Exercise directions »
Lines from the listing below that contain the string "Maurice" are to be reported.

- - - - - - -

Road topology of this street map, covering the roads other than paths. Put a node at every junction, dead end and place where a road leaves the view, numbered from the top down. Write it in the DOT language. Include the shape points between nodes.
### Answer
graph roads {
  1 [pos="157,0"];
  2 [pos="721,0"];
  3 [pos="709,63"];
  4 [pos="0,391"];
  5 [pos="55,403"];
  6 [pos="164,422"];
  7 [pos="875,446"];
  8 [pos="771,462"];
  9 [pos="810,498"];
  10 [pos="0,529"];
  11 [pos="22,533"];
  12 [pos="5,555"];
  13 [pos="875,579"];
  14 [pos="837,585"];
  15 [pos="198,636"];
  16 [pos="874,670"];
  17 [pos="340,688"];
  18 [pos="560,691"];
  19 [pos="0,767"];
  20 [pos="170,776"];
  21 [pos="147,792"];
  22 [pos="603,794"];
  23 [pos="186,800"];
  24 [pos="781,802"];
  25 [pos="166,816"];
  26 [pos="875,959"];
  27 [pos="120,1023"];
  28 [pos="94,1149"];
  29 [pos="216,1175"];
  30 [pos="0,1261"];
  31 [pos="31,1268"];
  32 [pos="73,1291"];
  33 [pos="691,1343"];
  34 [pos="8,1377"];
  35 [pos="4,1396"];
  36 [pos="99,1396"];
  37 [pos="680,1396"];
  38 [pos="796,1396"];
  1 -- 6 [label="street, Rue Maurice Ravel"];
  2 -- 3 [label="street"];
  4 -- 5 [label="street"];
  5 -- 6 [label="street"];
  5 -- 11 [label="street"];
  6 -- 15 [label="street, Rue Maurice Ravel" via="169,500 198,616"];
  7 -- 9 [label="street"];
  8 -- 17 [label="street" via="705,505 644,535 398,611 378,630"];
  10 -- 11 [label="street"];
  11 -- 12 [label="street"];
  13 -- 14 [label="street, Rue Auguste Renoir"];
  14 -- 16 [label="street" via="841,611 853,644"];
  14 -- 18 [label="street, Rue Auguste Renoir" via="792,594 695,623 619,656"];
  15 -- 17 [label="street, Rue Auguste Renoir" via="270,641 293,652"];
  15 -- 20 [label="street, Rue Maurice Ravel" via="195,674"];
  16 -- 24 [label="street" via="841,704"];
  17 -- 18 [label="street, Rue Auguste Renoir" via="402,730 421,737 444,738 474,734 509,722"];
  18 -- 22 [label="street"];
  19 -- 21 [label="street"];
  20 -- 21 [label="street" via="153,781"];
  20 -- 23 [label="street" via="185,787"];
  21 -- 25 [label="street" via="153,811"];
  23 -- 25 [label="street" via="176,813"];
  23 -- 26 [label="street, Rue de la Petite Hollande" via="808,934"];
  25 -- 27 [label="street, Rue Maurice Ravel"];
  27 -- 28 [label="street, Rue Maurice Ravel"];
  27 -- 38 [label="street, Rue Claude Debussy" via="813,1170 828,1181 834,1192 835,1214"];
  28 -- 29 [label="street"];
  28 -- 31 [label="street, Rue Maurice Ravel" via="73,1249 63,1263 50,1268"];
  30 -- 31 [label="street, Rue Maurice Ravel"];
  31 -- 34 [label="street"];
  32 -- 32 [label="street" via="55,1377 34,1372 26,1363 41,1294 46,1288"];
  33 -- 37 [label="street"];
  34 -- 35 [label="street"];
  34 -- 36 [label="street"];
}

- - - - - - -

Worked solution »
  1 -- 6 [label="street, Rue Maurice Ravel"];
  6 -- 15 [label="street, Rue Maurice Ravel" via="169,500 198,616"];
  15 -- 20 [label="street, Rue Maurice Ravel" via="195,674"];
  25 -- 27 [label="street, Rue Maurice Ravel"];
  27 -- 28 [label="street, Rue Maurice Ravel"];
  28 -- 31 [label="street, Rue Maurice Ravel" via="73,1249 63,1263 50,1268"];
  30 -- 31 [label="street, Rue Maurice Ravel"];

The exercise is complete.